My dilemma with the filtration is whether to go for 2 Eheim 2217 or a single pro series model. I already have a eheim 300W, is that enough or more is required?
This is the first time I am keeping CA cichlids, well I had t. meeki before but they are fairly easy to keep, so need a bit of a push.
Also, are the fish alright? should I add more or this is enough? :-?


----------



## Iggy Newcastle (May 15, 2012)

Welcome to the forum...

300 watt heater is what I use on the same tank. Works fine.

Eheim 2217 pumps 265 gallons per hour, and a bit less than that when filled with media. That gives you approx 500 gph. This isn't bad, but CA fish(or just cichlids in general) are messy type fish that eat a lot. I over filter, but that's just me. You'd be fine with juveniles and the 2217s, but you'd need to upgrade soon. Also, you may not get proper surface agitation across a 6' tank with 2 of these filters.

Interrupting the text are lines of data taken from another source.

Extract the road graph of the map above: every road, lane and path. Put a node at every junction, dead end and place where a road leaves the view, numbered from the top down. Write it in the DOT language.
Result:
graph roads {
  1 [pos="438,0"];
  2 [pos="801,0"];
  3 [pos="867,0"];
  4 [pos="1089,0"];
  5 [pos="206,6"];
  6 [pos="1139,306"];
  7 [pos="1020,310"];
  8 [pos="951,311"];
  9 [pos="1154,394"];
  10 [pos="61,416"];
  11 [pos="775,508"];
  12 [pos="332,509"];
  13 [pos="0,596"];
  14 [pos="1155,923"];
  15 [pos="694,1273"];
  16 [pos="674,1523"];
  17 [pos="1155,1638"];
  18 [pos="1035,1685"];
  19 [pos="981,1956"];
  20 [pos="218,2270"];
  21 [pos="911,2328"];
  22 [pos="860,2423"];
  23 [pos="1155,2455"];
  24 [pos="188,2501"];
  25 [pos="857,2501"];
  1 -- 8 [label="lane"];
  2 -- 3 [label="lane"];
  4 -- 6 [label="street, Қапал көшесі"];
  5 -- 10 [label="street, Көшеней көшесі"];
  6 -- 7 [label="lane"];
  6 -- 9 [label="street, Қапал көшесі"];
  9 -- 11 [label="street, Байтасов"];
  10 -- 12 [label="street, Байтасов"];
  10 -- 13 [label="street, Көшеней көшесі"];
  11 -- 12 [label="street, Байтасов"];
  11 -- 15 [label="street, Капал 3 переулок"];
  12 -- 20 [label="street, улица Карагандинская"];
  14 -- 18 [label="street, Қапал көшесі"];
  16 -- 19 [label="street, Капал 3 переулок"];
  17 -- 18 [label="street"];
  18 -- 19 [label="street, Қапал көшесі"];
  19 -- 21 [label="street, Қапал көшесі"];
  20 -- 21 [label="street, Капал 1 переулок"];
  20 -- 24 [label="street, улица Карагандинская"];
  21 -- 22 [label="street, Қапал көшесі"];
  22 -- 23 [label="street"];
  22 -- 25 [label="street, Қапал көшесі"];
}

You have chosen 3 of the Vieja type species. I would think that a pair of any of those species would be too much for the others. I think you should stock a single of each or choose your favorite and build the tank around a pair of that species.

For example-
If going with your proposed plan, buy 6 juveniles of each and let them grow up together. Remove outcasts/bullied fish as the tank progresses. You may end up having to settle with just a single pair of one species because of how aggressive they can get. Or a lone fish of each species. Hartwegi is probably the most aggressive fish on your list. Regani shows best when the most dominant in their tank, which may not be the case here.

If choosing one of these species as your centerpiece, buy 6 juveniles and let them grow up together. Stock with a group of juveniles of something like a Thorichthys species or Astatheros or Cryptheros. As time progresses, remove outcasts/bullied fish. Once a pair forms of your centerpiece fish, remove the extras. So you'll end up with a pair of Vieja type fish and a colony of Thorichthys, etc. From your list I would choose synspilum(now recognized as Paraneetroplus melanurus) for this option.

Either way, having an extra tank for holding removed fish will be vital.

Hope this makes sense. It's early in the morning...


----------



## ninadkuchekar (Sep 17, 2014)

Thanks Iggy!
That's some real good info and precise. The plan that mentioned is the exact thing one of my friend did; he got juveniles couple of months back and now that they are starting to grow, he plans to keep only some of them and give away the others. The largest from the group is the synspilum about 4" and the regani also about the same size. The synspilums(or paraneetroplus melanurus ) were showing pairing behavior with him and he has no interest in breeding so I will be getting those.
Will this work out, since they are a bit grown out, will they be alright in my tank? Eventually, I will be adding a group of t.meeki to the tank.
I am also adding a 2012 on the opposite side for surface agitation, will this work out or is there any other way?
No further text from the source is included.